TASK PROMPT.
The answer is the full set of records, given again exactly and without images.

----

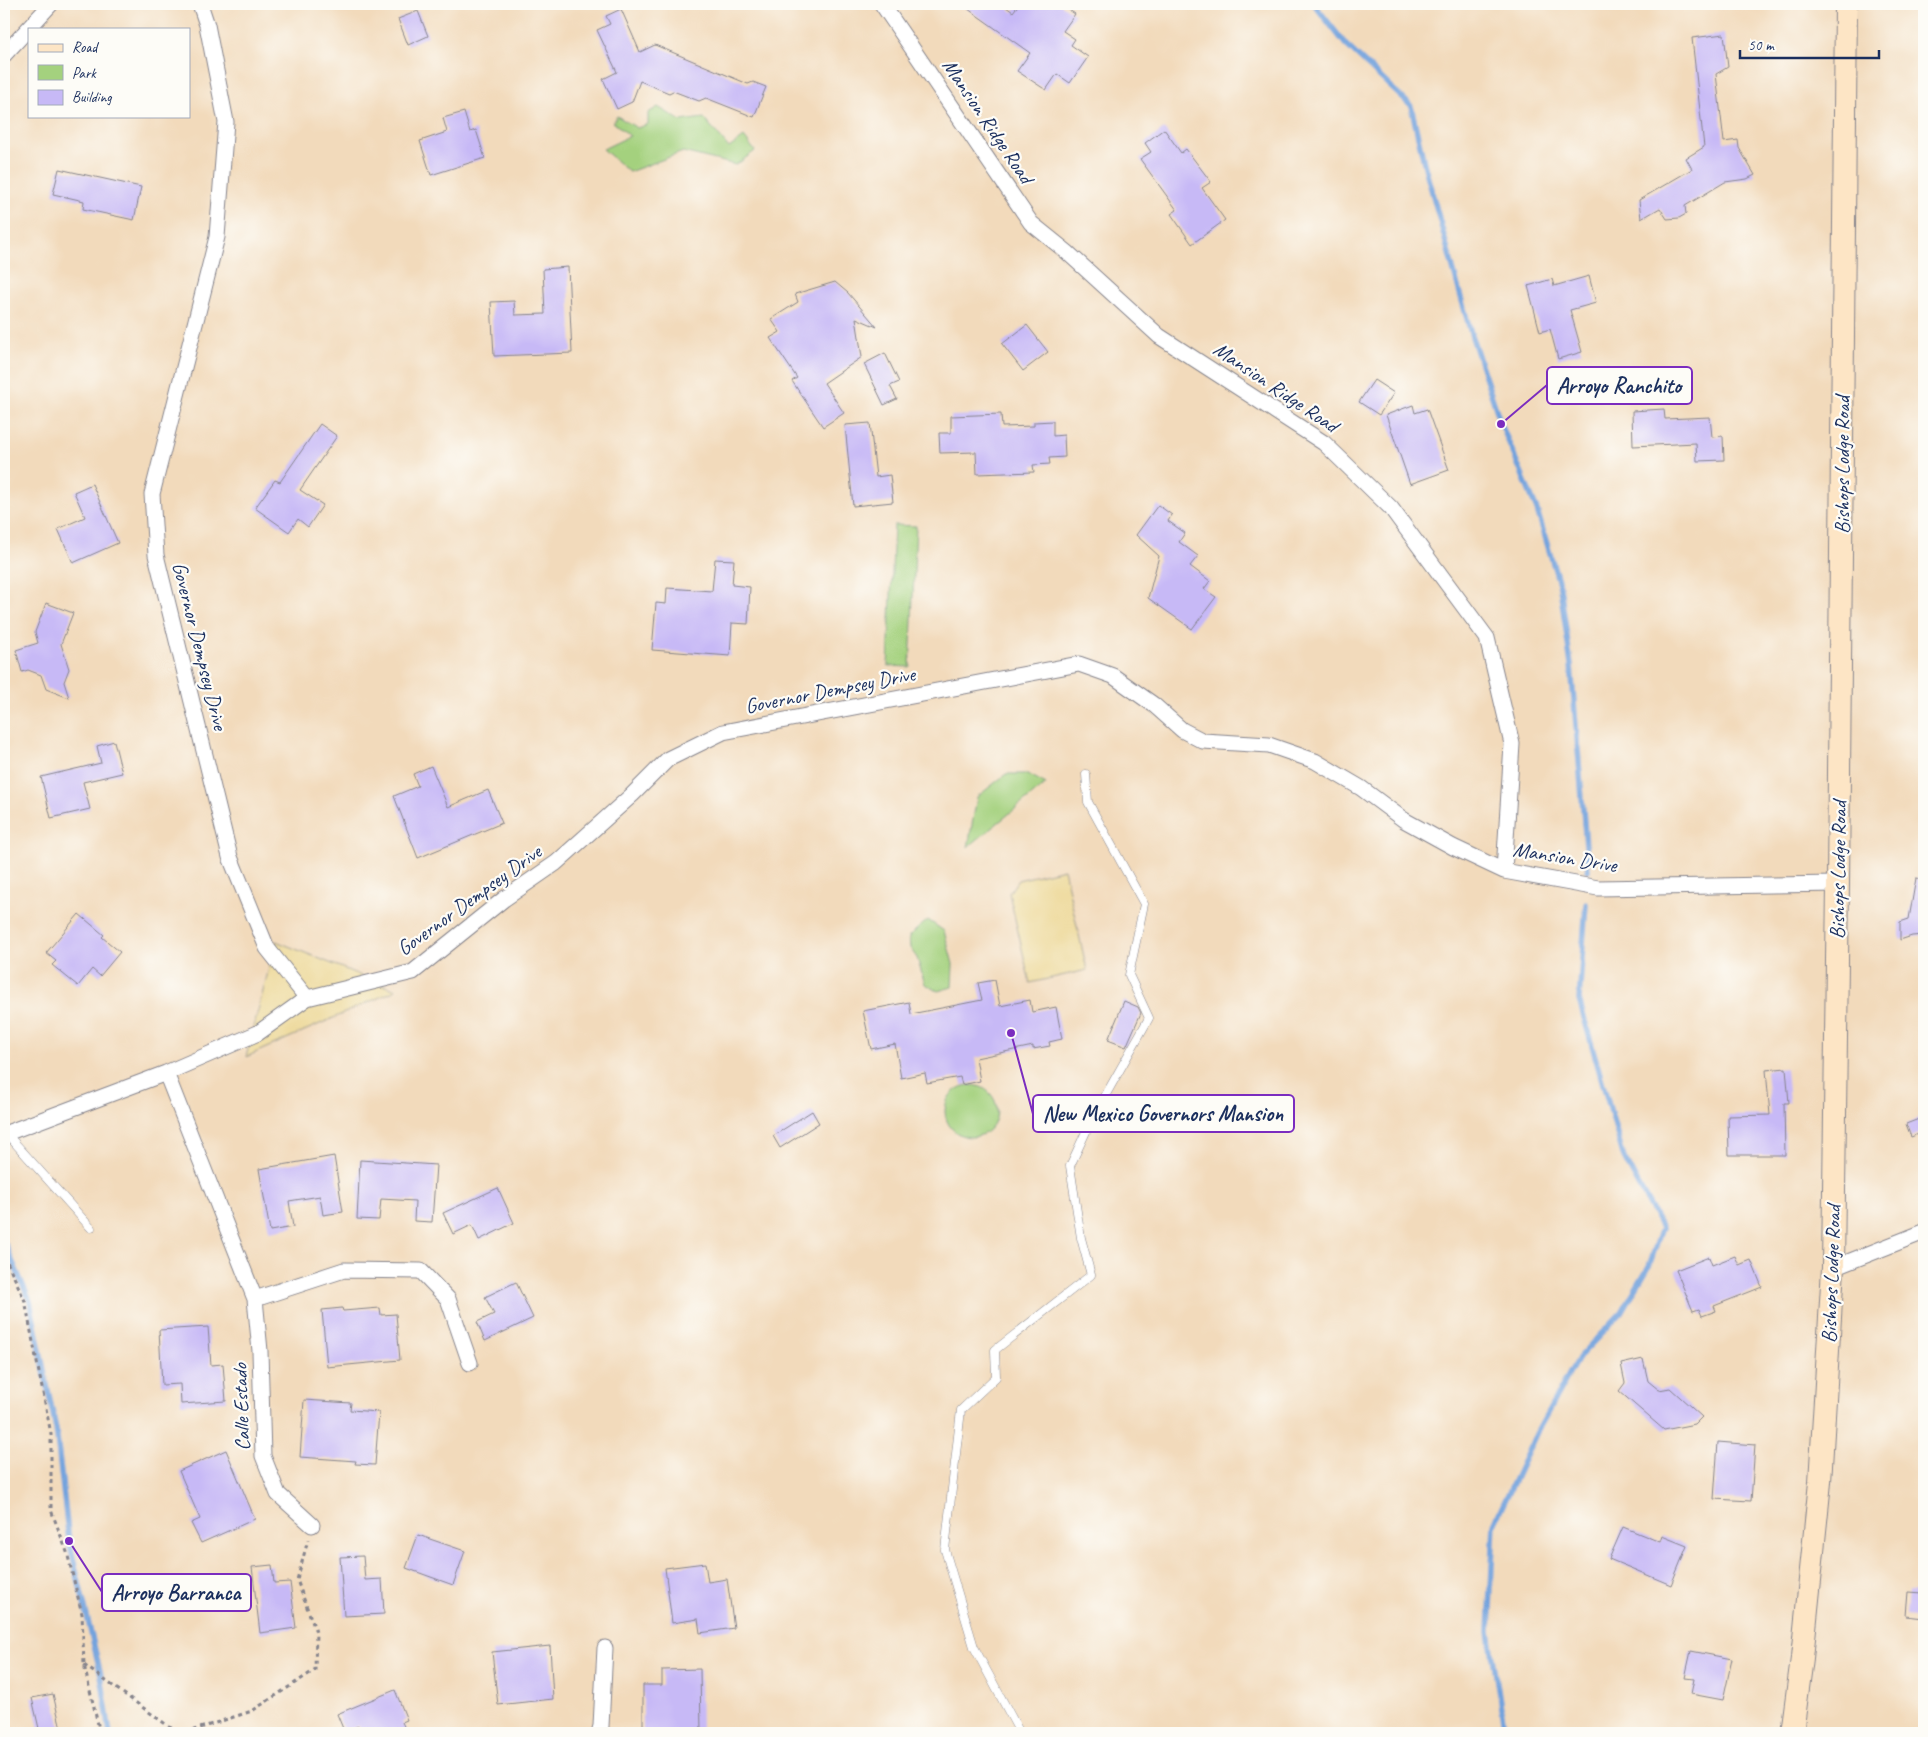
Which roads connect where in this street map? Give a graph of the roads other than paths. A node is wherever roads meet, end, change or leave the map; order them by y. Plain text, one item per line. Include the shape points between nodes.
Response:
1 (51, 4) edge
2 (200, 4) edge
3 (882, 4) edge
4 (1846, 4) edge
5 (29, 28) edge
6 (28, 29) edge
7 (4, 55) edge
8 (1315, 760) joint
9 (1086, 774) dead end
10 (1504, 871) junction
11 (1838, 884) junction
12 (307, 998) junction
13 (166, 1073) junction
14 (5, 1134) edge
15 (91, 1228) dead end
16 (1924, 1232) edge
17 (1832, 1268) junction
18 (255, 1299) junction
19 (470, 1363) dead end
20 (312, 1525) road end
21 (605, 1648) dead end
22 (599, 1733) edge
23 (1020, 1733) edge
24 (1792, 1733) edge

1 - 5 street
2 - 12 street, Governor Dempsey Drive via 226,122 217,236 152,494 156,555 230,857 267,948
3 - 10 street, Mansion Ridge Road via 1031,223 1159,336 1324,443 1391,508 1487,638 1512,744
4 - 11 street, Bishops Lodge Road
6 - 7 street
8 - 10 street, Mansion Drive via 1404,820
8 - 12 street, Governor Dempsey Drive via 1269,745 1203,741 1182,730 1113,676 1079,664 723,732 668,758 556,863 504,899 413,972
9 - 23 lane via 1088,802 1144,904 1129,975 1149,1018 1091,1121 1070,1166 1081,1238 1091,1275 995,1350 996,1377 961,1410 945,1550 974,1647
10 - 11 street, Mansion Drive via 1598,888
11 - 17 street, Bishops Lodge Road
12 - 13 street via 258,1033
13 - 14 street
13 - 18 street, Calle Estado
14 - 15 lane
16 - 17 street
17 - 24 street, Bishops Lodge Road via 1820,1482
18 - 19 street via 344,1270 421,1271 448,1299
18 - 20 street, Calle Estado via 260,1351 262,1456 278,1494
21 - 22 street

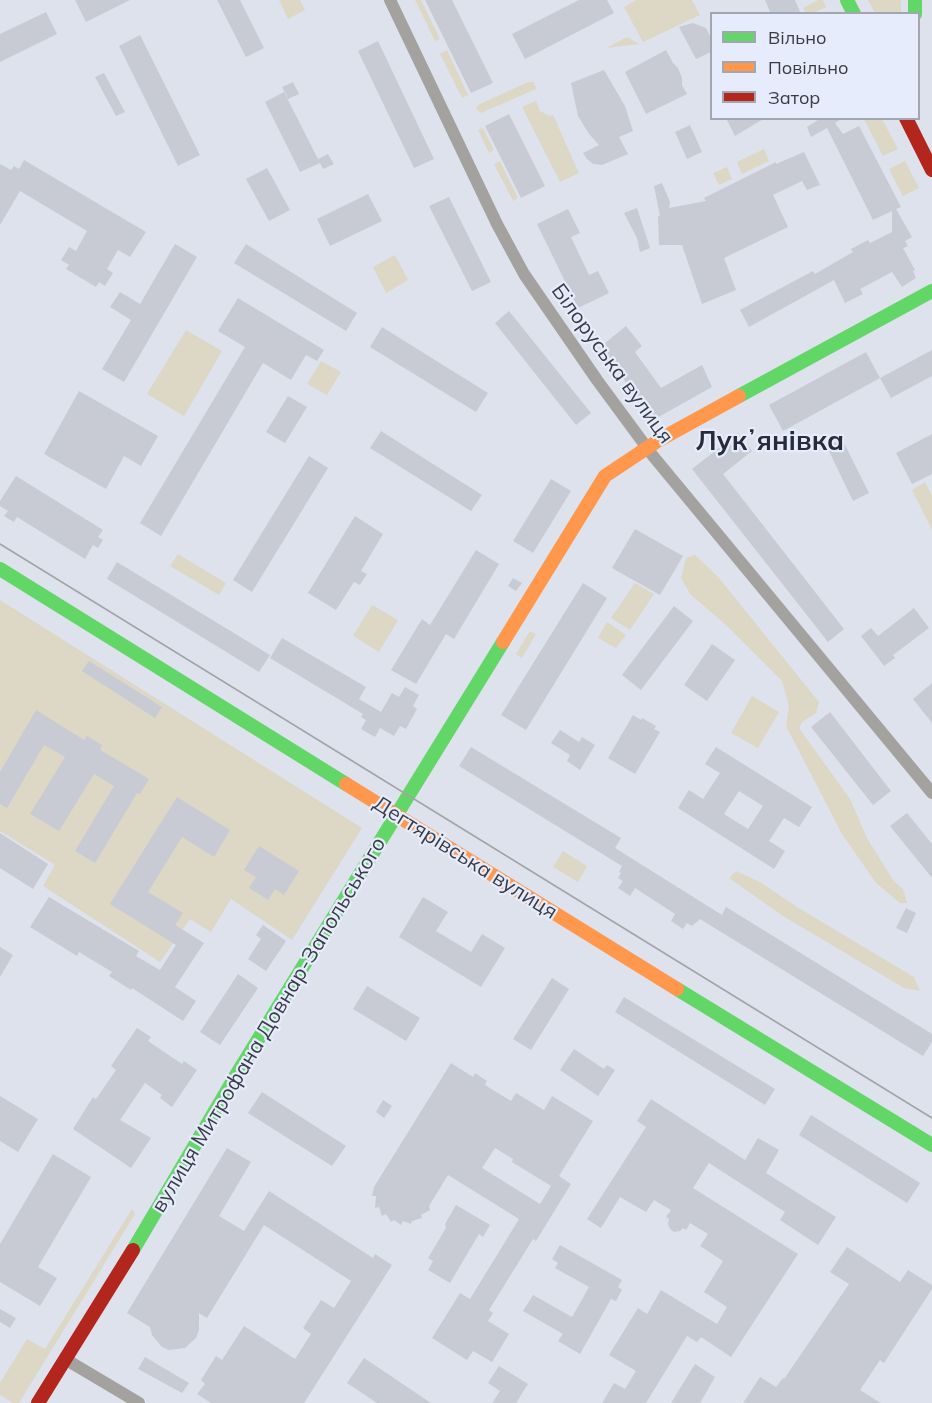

----

SOLVED EXERCISE.
Which roads connect where in this street map? Give a graph of the roads other than paths. A node is wherever roads meet, end, change or leave the map; order them by y. Plain text, one item per line. Include the shape points between nodes.
Response:
1 (51, 4) edge
2 (200, 4) edge
3 (882, 4) edge
4 (1846, 4) edge
5 (29, 28) edge
6 (28, 29) edge
7 (4, 55) edge
8 (1315, 760) joint
9 (1086, 774) dead end
10 (1504, 871) junction
11 (1838, 884) junction
12 (307, 998) junction
13 (166, 1073) junction
14 (5, 1134) edge
15 (91, 1228) dead end
16 (1924, 1232) edge
17 (1832, 1268) junction
18 (255, 1299) junction
19 (470, 1363) dead end
20 (312, 1525) road end
21 (605, 1648) dead end
22 (599, 1733) edge
23 (1020, 1733) edge
24 (1792, 1733) edge

1 - 5 street
2 - 12 street, Governor Dempsey Drive via 226,122 217,236 152,494 156,555 230,857 267,948
3 - 10 street, Mansion Ridge Road via 1031,223 1159,336 1324,443 1391,508 1487,638 1512,744
4 - 11 street, Bishops Lodge Road
6 - 7 street
8 - 10 street, Mansion Drive via 1404,820
8 - 12 street, Governor Dempsey Drive via 1269,745 1203,741 1182,730 1113,676 1079,664 723,732 668,758 556,863 504,899 413,972
9 - 23 lane via 1088,802 1144,904 1129,975 1149,1018 1091,1121 1070,1166 1081,1238 1091,1275 995,1350 996,1377 961,1410 945,1550 974,1647
10 - 11 street, Mansion Drive via 1598,888
11 - 17 street, Bishops Lodge Road
12 - 13 street via 258,1033
13 - 14 street
13 - 18 street, Calle Estado
14 - 15 lane
16 - 17 street
17 - 24 street, Bishops Lodge Road via 1820,1482
18 - 19 street via 344,1270 421,1271 448,1299
18 - 20 street, Calle Estado via 260,1351 262,1456 278,1494
21 - 22 street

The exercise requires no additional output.